**BRIEF:** Pull out every line below holding the word "than".

Saved data entries
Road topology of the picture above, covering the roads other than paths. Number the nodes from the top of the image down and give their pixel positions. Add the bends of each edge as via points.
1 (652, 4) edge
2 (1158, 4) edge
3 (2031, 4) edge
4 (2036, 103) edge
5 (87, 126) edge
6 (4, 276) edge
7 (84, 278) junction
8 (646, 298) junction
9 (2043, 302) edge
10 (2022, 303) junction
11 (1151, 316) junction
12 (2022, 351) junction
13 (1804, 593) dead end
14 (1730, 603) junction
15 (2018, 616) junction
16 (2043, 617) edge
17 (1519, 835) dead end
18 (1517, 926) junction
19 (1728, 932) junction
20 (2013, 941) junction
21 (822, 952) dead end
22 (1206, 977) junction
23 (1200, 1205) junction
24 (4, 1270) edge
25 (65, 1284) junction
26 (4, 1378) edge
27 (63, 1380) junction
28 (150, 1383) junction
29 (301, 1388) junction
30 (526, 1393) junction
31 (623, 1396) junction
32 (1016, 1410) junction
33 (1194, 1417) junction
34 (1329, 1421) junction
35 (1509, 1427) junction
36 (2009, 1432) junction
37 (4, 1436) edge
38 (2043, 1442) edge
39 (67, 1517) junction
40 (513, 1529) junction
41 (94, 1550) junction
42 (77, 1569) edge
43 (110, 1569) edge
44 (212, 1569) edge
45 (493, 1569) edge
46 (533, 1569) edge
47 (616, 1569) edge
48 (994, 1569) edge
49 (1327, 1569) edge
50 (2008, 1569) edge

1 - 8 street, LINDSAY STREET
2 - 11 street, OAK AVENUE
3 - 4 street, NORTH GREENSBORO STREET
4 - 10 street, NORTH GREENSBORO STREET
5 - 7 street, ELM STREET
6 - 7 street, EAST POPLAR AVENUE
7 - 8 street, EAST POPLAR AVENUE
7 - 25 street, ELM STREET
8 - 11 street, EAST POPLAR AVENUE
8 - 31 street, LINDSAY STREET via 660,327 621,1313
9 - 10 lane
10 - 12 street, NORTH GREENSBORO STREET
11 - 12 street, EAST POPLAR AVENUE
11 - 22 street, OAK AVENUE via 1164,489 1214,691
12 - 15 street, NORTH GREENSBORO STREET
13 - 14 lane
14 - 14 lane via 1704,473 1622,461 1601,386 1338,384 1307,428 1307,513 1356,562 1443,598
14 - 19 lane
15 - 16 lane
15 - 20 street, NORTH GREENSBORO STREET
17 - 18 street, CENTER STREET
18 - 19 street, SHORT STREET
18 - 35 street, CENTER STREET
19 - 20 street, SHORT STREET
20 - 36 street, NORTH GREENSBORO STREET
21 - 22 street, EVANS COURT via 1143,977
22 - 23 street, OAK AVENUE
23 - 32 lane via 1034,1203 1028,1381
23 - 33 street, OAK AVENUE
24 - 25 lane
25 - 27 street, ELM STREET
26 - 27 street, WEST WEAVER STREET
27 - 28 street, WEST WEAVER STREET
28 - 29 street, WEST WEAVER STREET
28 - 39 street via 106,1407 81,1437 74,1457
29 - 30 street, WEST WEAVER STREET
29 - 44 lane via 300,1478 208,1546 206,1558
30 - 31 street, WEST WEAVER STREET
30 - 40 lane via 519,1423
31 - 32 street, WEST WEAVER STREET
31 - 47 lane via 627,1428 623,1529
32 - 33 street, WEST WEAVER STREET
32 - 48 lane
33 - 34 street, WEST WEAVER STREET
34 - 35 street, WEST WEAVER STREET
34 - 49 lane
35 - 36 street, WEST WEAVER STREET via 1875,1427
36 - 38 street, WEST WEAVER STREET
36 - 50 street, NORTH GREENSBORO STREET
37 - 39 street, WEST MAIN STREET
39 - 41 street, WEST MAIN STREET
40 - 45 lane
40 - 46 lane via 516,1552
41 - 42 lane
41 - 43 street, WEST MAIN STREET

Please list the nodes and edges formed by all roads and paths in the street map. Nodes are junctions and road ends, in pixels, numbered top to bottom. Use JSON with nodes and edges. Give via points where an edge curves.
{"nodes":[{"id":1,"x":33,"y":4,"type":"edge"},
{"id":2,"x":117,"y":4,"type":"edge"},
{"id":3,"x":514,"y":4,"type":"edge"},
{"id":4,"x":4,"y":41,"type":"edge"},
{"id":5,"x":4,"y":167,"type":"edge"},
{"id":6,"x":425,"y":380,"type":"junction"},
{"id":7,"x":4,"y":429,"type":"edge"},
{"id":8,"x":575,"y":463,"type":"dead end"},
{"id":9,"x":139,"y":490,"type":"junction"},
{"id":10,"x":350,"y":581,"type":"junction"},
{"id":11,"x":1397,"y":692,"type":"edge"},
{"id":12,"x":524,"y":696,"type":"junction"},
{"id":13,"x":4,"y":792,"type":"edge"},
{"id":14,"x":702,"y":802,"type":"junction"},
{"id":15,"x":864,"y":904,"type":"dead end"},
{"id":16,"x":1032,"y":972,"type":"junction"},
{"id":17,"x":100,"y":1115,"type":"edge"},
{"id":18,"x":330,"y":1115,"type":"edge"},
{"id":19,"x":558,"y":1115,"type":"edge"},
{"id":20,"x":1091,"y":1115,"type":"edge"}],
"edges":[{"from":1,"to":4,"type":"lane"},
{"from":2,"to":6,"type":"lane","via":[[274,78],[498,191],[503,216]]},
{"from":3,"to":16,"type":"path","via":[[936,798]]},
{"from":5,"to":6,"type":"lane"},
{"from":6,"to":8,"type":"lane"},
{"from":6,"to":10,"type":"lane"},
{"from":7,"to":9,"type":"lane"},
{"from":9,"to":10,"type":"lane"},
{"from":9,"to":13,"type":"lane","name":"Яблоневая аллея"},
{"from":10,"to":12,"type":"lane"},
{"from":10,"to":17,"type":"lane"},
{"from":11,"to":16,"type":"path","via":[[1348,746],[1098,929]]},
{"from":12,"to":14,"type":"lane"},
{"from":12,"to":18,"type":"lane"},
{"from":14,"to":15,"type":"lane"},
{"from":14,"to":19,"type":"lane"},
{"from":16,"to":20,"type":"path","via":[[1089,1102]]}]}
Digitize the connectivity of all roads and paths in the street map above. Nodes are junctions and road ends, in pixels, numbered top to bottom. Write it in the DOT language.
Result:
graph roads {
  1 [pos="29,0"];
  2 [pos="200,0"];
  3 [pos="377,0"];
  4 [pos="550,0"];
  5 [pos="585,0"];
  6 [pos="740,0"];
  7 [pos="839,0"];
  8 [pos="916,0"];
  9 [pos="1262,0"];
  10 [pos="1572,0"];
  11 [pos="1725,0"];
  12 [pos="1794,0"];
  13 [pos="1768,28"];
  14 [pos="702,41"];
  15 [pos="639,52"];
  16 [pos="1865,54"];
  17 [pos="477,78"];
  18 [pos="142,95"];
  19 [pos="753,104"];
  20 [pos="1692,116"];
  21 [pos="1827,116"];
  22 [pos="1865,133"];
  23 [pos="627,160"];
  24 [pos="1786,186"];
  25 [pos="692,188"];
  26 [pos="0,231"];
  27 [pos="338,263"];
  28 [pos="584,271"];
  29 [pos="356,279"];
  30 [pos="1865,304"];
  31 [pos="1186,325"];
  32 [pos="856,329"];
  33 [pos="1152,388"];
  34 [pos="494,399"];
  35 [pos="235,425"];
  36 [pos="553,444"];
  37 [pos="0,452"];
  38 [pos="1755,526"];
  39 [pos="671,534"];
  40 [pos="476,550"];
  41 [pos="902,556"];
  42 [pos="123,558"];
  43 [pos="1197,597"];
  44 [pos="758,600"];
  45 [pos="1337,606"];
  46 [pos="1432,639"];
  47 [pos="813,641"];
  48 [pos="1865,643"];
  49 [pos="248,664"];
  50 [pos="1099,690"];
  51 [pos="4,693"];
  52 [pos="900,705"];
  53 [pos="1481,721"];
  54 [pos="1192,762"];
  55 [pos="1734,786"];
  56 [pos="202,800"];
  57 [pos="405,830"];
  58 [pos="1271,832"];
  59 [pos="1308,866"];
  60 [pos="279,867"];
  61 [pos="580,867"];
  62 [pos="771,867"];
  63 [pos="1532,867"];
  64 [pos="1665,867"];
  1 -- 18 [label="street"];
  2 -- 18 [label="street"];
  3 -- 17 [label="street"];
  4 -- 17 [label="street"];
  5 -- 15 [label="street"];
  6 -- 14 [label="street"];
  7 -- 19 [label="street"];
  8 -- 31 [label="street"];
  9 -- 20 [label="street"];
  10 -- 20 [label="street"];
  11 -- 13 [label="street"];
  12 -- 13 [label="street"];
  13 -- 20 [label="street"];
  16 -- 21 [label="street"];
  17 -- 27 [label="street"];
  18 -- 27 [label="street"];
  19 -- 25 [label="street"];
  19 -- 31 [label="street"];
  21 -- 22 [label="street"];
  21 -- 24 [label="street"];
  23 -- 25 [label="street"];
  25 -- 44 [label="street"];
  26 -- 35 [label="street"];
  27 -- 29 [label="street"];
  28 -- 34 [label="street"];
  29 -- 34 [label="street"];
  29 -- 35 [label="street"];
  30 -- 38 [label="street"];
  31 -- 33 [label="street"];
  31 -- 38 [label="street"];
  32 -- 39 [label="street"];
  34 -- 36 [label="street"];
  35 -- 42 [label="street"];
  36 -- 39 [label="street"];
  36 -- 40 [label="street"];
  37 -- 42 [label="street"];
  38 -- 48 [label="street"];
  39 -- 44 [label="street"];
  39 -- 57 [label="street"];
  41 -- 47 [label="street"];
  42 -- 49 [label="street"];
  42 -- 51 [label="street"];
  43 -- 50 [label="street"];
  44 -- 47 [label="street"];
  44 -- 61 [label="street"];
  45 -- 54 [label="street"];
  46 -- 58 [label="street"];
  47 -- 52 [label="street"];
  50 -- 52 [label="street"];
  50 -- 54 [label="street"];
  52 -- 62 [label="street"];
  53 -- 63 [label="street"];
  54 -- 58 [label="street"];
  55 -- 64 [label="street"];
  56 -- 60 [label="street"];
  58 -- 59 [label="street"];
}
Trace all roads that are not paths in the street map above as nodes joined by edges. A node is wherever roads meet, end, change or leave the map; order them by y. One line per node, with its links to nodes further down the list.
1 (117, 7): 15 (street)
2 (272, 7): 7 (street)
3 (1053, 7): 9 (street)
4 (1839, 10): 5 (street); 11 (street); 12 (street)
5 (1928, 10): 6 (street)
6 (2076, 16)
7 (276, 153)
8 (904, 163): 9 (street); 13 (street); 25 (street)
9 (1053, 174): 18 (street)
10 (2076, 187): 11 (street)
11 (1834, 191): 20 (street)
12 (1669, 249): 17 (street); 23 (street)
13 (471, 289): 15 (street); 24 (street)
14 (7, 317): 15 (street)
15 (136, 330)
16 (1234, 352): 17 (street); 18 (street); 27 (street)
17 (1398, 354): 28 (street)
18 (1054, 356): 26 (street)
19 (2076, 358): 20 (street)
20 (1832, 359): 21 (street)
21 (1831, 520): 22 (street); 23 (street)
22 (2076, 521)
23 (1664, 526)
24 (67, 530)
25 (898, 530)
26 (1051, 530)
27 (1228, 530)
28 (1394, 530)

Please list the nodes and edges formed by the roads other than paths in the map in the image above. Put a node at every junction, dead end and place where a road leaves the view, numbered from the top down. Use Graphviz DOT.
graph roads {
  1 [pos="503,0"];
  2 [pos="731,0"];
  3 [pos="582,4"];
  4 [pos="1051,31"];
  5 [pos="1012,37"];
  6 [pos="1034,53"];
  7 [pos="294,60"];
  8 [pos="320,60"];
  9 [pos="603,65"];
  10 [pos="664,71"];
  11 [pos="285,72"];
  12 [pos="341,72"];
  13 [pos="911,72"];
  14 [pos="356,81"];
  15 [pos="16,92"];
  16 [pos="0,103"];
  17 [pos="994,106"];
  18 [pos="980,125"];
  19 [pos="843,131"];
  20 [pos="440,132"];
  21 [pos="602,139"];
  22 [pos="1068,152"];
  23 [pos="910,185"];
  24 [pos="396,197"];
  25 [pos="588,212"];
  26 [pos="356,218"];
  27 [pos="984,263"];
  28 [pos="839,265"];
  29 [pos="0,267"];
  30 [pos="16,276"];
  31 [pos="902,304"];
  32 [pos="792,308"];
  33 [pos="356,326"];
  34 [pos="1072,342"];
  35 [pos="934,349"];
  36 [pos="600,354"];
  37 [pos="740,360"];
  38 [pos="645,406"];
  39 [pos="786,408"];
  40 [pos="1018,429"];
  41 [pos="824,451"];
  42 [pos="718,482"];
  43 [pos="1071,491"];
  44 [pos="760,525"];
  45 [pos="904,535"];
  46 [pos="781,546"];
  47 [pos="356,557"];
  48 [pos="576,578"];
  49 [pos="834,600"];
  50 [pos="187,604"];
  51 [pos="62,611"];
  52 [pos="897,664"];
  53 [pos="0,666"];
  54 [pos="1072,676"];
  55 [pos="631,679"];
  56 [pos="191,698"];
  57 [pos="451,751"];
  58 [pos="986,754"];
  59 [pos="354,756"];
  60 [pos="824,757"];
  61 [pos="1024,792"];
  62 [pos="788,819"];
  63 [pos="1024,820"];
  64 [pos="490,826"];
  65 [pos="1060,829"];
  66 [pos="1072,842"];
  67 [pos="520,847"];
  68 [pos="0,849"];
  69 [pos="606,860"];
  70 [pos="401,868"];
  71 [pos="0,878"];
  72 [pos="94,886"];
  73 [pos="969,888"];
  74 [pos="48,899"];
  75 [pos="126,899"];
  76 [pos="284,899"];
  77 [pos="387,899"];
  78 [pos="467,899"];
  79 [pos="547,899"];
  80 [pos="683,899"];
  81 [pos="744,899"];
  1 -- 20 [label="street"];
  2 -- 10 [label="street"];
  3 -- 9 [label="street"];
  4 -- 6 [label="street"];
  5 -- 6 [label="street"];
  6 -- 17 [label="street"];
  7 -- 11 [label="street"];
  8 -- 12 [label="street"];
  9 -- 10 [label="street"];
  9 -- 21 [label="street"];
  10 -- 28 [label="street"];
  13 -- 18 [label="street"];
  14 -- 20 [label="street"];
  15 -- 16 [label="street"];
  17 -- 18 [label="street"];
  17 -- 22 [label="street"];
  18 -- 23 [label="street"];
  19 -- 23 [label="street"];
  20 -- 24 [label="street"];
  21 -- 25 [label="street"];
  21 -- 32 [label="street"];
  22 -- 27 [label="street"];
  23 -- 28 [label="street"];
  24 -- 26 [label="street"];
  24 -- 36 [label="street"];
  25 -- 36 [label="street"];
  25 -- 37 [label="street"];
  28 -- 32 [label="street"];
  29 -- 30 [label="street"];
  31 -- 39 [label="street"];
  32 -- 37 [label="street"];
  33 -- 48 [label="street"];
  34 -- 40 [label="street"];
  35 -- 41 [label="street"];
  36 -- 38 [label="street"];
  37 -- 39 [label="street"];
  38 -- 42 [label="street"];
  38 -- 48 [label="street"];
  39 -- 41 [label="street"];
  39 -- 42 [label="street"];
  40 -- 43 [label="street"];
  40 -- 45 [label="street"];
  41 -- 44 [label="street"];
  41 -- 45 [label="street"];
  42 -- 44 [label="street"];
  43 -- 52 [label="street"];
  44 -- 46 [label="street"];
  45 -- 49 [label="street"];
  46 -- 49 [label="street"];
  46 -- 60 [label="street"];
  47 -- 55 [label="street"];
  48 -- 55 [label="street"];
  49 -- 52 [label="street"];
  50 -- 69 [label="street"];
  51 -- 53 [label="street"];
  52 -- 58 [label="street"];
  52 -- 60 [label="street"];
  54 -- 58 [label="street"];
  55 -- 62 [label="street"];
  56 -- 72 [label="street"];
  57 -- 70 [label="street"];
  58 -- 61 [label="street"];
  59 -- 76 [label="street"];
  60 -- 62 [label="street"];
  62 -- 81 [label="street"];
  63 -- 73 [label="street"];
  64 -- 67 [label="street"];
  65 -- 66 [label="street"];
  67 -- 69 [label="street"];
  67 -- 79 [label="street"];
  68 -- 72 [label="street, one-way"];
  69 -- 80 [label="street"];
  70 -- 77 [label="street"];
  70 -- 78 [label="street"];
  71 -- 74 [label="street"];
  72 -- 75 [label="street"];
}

**COMPLETED EXERCISE:**
Road topology of the picture above, covering the roads other than paths. Number the nodes from the top of the image down and give their pixel positions. Add the bends of each edge as via points.
Please list the nodes and edges formed by the roads other than paths in the map in the image above. Put a node at every junction, dead end and place where a road leaves the view, numbered from the top down. Use Graphviz DOT.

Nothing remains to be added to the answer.